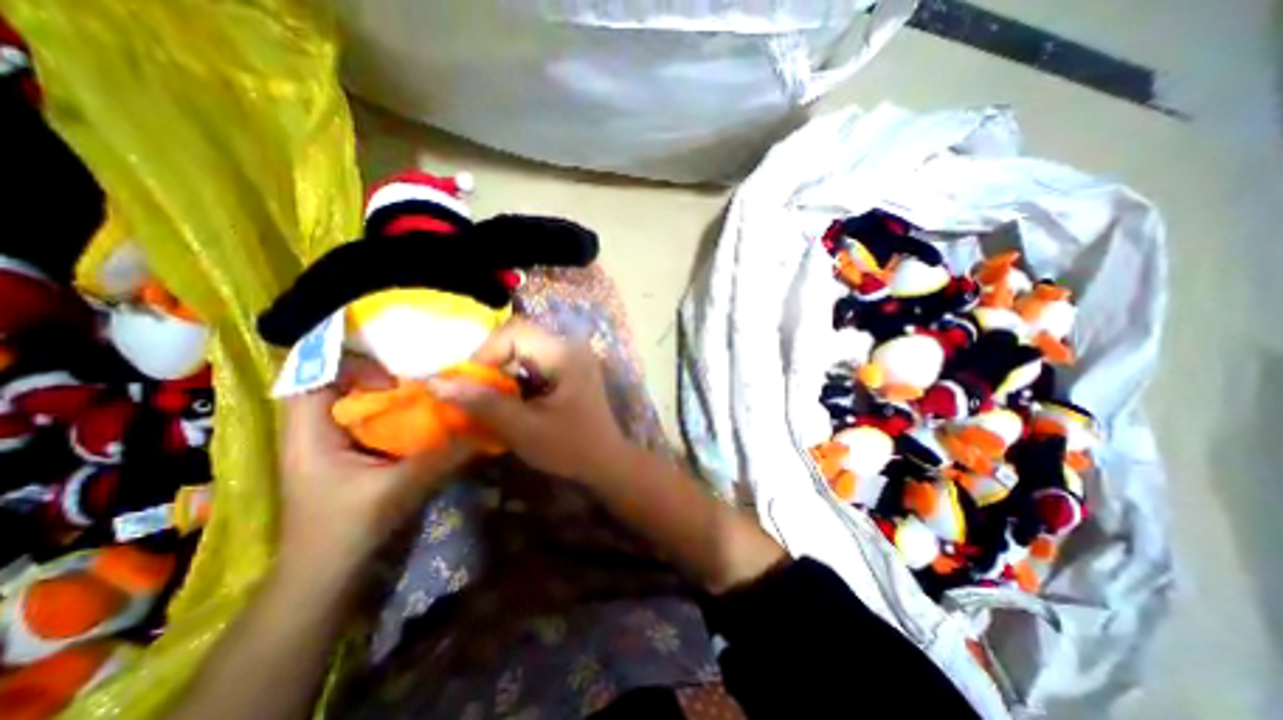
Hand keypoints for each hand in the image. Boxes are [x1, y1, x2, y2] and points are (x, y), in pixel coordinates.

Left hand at [277, 360, 472, 583]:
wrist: (327, 580)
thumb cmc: (345, 534)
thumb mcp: (396, 491)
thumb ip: (440, 457)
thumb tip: (484, 427)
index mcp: (310, 434)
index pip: (314, 377)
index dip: (350, 364)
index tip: (396, 374)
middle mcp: (321, 431)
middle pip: (345, 385)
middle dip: (384, 374)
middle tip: (426, 375)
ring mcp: (341, 444)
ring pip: (366, 403)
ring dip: (398, 395)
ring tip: (435, 390)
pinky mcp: (361, 456)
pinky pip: (382, 423)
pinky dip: (405, 415)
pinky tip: (434, 418)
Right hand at [428, 318, 632, 484]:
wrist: (606, 461)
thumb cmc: (570, 448)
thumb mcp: (523, 428)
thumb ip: (482, 403)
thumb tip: (436, 383)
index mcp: (564, 353)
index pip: (514, 332)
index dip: (484, 353)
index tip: (467, 384)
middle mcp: (570, 346)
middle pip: (518, 338)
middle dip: (490, 363)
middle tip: (474, 391)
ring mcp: (571, 356)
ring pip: (523, 350)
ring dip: (501, 371)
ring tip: (489, 398)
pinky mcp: (569, 369)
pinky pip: (533, 362)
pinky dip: (515, 378)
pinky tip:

================

THE TASK →
The whole listing above is to be repeated exactly, apart from its pictures.

ANSWER SPACE →
Hand keypoints for each hand in the image. Boxes are [x1, y1, x2, y2] and points are (x, y), in pixel coordinates.

Left hand at [277, 360, 472, 583]:
wrist: (327, 580)
thumb cmc: (345, 534)
thumb mcp: (396, 491)
thumb ip: (440, 457)
thumb tip: (484, 427)
index mcp: (310, 434)
index pip: (314, 377)
index dip: (350, 364)
index tip: (396, 374)
middle mcp: (321, 431)
middle pip: (345, 385)
middle dip: (384, 374)
middle tip: (426, 375)
ring mcp: (341, 444)
ring pip: (366, 403)
ring dip: (398, 395)
ring tip: (435, 390)
pinky mcp: (361, 456)
pinky pip: (382, 423)
pinky dip: (405, 415)
pinky tip: (434, 418)
Right hand at [428, 318, 632, 484]:
wrist: (606, 461)
thumb cmc: (570, 448)
thumb mcp: (523, 428)
thumb ip: (482, 403)
thumb tip: (436, 383)
index mcp: (564, 353)
index pip: (514, 332)
index dip: (484, 353)
index tip: (467, 384)
middle mcp: (570, 346)
middle pip: (518, 338)
middle dip: (490, 363)
middle tip: (474, 391)
ring mcp: (571, 356)
ring pip: (523, 350)
ring dip: (501, 371)
ring tip: (489, 398)
pinky mcp: (569, 369)
pinky pip: (533, 362)
pinky dip: (515, 378)
pinky tip:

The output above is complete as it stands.